Authors: Isaac Asimov
Tags: #Ciencia Ficción, Misterio, Fantástica, Cuentos
La crisis se produjo cuando Simpson descubrió algo que consideraba básicamente revolucionario. Estaba seguro de que ese elemento colocaría a la compañía a la cabeza de toda la industria internacional de computación. Además, se trataba a su juicio de algo que no podría ocurrírsele a nadie más en años, posiblemente en décadas, no obstante ser tan simple en su esencia que era posible enunciarlo por escrito en un trocito de papel. No pretendo comprender qué era, pero hoy tengo la certeza de que era el embrión de la tecnología del “microchip”
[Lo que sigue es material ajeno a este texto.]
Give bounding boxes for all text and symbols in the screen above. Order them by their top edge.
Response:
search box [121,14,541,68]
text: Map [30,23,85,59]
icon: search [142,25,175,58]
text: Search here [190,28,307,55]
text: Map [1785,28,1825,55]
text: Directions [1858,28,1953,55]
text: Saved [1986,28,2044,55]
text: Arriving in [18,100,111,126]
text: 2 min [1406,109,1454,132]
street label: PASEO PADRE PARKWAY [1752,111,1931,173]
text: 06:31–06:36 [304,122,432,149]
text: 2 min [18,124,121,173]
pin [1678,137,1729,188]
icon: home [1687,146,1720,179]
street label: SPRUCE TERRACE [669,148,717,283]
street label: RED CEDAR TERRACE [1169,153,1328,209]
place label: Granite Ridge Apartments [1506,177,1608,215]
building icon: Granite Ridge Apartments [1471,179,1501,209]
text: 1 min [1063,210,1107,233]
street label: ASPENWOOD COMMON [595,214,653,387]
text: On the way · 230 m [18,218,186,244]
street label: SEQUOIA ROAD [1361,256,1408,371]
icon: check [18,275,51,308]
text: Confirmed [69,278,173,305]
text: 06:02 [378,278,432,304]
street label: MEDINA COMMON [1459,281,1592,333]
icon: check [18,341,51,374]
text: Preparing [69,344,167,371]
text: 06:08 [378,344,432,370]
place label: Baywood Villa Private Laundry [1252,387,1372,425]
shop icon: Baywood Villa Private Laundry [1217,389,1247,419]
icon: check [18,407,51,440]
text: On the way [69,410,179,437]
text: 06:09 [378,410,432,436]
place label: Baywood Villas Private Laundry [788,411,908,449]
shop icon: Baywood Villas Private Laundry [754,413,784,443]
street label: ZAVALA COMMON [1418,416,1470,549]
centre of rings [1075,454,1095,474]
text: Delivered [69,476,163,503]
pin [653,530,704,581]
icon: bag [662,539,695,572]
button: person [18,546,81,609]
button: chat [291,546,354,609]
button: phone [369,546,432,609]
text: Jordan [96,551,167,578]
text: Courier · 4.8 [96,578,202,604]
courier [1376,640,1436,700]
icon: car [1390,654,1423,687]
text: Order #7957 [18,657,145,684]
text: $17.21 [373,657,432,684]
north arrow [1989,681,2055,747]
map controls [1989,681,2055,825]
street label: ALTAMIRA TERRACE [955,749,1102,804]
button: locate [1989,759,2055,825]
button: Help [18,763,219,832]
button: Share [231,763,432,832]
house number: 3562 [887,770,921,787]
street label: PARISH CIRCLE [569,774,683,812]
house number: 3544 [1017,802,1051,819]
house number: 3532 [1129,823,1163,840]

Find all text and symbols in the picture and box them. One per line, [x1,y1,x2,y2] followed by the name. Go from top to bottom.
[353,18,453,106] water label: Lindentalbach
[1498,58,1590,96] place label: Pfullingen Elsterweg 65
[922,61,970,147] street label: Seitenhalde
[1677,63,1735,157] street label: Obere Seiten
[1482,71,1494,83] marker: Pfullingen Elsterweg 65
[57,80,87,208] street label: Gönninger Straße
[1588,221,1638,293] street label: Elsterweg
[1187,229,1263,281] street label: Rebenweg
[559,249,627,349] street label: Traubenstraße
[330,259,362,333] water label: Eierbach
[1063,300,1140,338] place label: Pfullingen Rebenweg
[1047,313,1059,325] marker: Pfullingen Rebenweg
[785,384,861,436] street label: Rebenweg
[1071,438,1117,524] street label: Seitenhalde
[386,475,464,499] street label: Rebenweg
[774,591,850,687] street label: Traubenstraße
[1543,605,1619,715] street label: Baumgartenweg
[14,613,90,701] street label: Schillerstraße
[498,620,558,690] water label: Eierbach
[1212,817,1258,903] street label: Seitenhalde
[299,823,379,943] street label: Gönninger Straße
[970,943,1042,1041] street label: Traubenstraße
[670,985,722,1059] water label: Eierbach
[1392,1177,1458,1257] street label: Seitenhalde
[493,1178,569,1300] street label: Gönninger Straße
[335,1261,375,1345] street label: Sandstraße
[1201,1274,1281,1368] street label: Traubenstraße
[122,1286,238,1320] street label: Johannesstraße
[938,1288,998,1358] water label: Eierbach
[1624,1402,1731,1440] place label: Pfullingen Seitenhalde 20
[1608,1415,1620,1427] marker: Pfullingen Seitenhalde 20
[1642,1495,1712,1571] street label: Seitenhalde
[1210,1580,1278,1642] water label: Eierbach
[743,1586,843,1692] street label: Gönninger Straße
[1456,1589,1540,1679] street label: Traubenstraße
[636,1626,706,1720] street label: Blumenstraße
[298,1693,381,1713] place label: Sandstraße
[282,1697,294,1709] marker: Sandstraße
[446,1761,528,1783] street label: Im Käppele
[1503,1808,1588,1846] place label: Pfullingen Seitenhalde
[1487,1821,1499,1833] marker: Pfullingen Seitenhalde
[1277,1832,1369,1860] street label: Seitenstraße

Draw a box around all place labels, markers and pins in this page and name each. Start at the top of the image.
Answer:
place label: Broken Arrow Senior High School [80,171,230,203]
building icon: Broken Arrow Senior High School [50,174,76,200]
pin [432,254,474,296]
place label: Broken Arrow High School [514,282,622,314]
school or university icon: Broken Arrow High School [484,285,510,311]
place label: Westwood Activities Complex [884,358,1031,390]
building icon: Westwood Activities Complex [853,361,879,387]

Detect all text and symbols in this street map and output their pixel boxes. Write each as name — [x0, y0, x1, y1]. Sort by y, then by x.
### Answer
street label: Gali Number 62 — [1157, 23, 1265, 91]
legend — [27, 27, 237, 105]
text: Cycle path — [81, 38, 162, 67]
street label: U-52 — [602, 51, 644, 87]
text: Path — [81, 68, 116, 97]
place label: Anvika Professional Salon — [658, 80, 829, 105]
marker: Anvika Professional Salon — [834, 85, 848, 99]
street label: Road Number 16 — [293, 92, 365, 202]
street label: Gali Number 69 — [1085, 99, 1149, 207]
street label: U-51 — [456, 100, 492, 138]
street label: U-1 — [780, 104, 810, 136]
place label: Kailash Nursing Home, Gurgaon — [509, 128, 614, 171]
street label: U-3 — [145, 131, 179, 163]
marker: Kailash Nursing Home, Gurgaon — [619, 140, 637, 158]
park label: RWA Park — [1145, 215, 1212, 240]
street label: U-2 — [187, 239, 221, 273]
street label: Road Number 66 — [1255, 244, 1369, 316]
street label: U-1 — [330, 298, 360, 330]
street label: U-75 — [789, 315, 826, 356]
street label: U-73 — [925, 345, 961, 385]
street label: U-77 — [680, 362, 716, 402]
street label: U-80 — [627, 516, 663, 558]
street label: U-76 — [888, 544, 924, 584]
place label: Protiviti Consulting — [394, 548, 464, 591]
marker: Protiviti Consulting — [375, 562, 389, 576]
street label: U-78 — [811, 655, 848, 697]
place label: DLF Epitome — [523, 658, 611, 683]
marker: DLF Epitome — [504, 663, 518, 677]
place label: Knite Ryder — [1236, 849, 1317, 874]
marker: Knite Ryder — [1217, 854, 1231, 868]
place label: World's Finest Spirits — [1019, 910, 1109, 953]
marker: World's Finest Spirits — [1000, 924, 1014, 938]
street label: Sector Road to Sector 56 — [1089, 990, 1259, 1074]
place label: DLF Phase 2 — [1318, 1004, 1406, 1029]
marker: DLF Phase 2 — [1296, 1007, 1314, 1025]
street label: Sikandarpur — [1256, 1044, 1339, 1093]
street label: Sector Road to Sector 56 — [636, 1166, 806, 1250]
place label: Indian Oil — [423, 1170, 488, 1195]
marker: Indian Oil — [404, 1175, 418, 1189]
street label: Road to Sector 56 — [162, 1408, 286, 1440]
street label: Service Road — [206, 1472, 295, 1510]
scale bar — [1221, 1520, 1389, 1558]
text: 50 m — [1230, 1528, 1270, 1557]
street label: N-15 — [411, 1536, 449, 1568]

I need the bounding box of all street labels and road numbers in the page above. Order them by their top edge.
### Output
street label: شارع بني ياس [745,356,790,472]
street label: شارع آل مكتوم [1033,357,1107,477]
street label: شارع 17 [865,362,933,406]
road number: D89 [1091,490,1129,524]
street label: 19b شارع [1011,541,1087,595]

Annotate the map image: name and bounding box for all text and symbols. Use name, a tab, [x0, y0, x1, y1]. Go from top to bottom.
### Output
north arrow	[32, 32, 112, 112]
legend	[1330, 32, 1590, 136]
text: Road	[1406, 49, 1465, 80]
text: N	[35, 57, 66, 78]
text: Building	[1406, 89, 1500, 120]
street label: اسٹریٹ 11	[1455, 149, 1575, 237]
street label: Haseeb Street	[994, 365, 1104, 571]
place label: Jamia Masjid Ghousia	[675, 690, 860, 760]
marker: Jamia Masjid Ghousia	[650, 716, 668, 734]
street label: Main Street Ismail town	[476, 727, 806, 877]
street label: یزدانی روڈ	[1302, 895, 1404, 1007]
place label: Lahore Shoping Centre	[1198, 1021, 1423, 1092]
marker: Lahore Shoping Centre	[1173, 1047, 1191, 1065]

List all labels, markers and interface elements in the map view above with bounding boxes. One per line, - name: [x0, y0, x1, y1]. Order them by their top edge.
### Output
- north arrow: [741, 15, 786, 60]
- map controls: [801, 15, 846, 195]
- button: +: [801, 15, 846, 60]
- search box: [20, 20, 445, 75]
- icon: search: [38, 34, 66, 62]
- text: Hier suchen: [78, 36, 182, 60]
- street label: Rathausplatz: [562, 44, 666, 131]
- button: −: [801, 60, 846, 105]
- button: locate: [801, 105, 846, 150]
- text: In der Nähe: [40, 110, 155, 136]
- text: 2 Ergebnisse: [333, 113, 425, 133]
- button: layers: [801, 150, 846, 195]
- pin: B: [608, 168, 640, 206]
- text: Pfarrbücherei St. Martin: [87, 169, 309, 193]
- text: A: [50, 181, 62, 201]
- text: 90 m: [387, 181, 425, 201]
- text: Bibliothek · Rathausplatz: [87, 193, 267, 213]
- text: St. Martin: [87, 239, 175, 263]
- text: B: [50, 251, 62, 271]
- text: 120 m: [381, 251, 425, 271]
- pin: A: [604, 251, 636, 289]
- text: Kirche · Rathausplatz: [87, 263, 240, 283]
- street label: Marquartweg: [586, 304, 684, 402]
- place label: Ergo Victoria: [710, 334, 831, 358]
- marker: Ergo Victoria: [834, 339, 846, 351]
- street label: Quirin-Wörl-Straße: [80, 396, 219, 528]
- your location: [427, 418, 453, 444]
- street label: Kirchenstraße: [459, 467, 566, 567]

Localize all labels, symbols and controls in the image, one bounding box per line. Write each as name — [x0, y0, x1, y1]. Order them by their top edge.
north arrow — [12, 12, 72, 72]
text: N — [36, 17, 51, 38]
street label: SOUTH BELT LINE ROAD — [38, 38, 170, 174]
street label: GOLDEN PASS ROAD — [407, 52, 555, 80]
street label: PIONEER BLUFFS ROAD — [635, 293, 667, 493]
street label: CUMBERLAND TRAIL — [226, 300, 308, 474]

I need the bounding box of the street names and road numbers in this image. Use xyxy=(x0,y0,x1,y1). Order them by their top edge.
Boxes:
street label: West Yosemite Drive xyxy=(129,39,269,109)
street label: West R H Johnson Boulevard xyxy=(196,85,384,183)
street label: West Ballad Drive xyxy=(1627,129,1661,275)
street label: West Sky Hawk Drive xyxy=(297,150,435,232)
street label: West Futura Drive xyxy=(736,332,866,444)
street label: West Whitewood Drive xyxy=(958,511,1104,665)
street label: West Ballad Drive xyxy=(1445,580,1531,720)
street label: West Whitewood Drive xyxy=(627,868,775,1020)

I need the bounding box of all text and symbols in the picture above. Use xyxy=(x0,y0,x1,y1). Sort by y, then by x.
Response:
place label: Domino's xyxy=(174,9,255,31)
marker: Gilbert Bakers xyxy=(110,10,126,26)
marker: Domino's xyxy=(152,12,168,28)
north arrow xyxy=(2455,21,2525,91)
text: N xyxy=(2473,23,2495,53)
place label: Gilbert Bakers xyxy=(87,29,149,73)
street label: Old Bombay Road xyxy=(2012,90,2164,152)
Decidió callar acerca de su descubrimiento hasta que la compañía se comprometiese a compensarlo ampliamente con una suma muchas veces mayor que la habitual así como con otros beneficios. Es fácil ver la motivación detrás de esta exigencia. Sabía que podía morir en cualquier momento y quería dejar a su mujer y a sus dos hijos en buena situación. Conservaba la documentación escrita del secreto en casa para que su mujer tuviese algo que ofrecer a la compañía en el caso de que muriera antes de completar su trabajo, pero era característico en él no decirle a ella dónde guardaba los documentos. Su manía del secreto sobrepasaba todos los límites. Una mañana, al partir para su trabajo, preguntó a su mujer, muy nervioso:
—¿Dónde está mi libro de la biblioteca circulante?
—¿Qué libro? —preguntó ella a su vez.
—Exploración del Cosmos. Lo tenía aquí mismo.
—¡Ah! —repuso ella—. Estaba vencida la fecha de devolución. Ayer devolví ese libro y varios más.
Simpson se puso tan pálido que su mujer temió que se desmayara allí mismo. Hablando a gritos, preguntó:
—¿Cómo te atreves a hacer tal cosa? ¡Era mi libro! ¡Lo devuelvo cuando se me antoja! ¿No te das cuenta de que la compañía es capaz de entrar a robarnos la casa y revisarlo todo? En cambio, no se les ocurriría tocar un libro de una biblioteca pública. No sería mío.
Logró dar a entender, aunque sin decirlo expresamente, que había ocultado su precioso secreto en el libro de la biblioteca circulante y la señora Simpson, muerta de miedo al verlo jadear y tratando de respirar, dijo, desesperada:
—Iré ahora mismo a la biblioteca, querido y volveré con él. En pocos minutos estaré de vuelta. Por favor, cálmate. Todo saldrá bien.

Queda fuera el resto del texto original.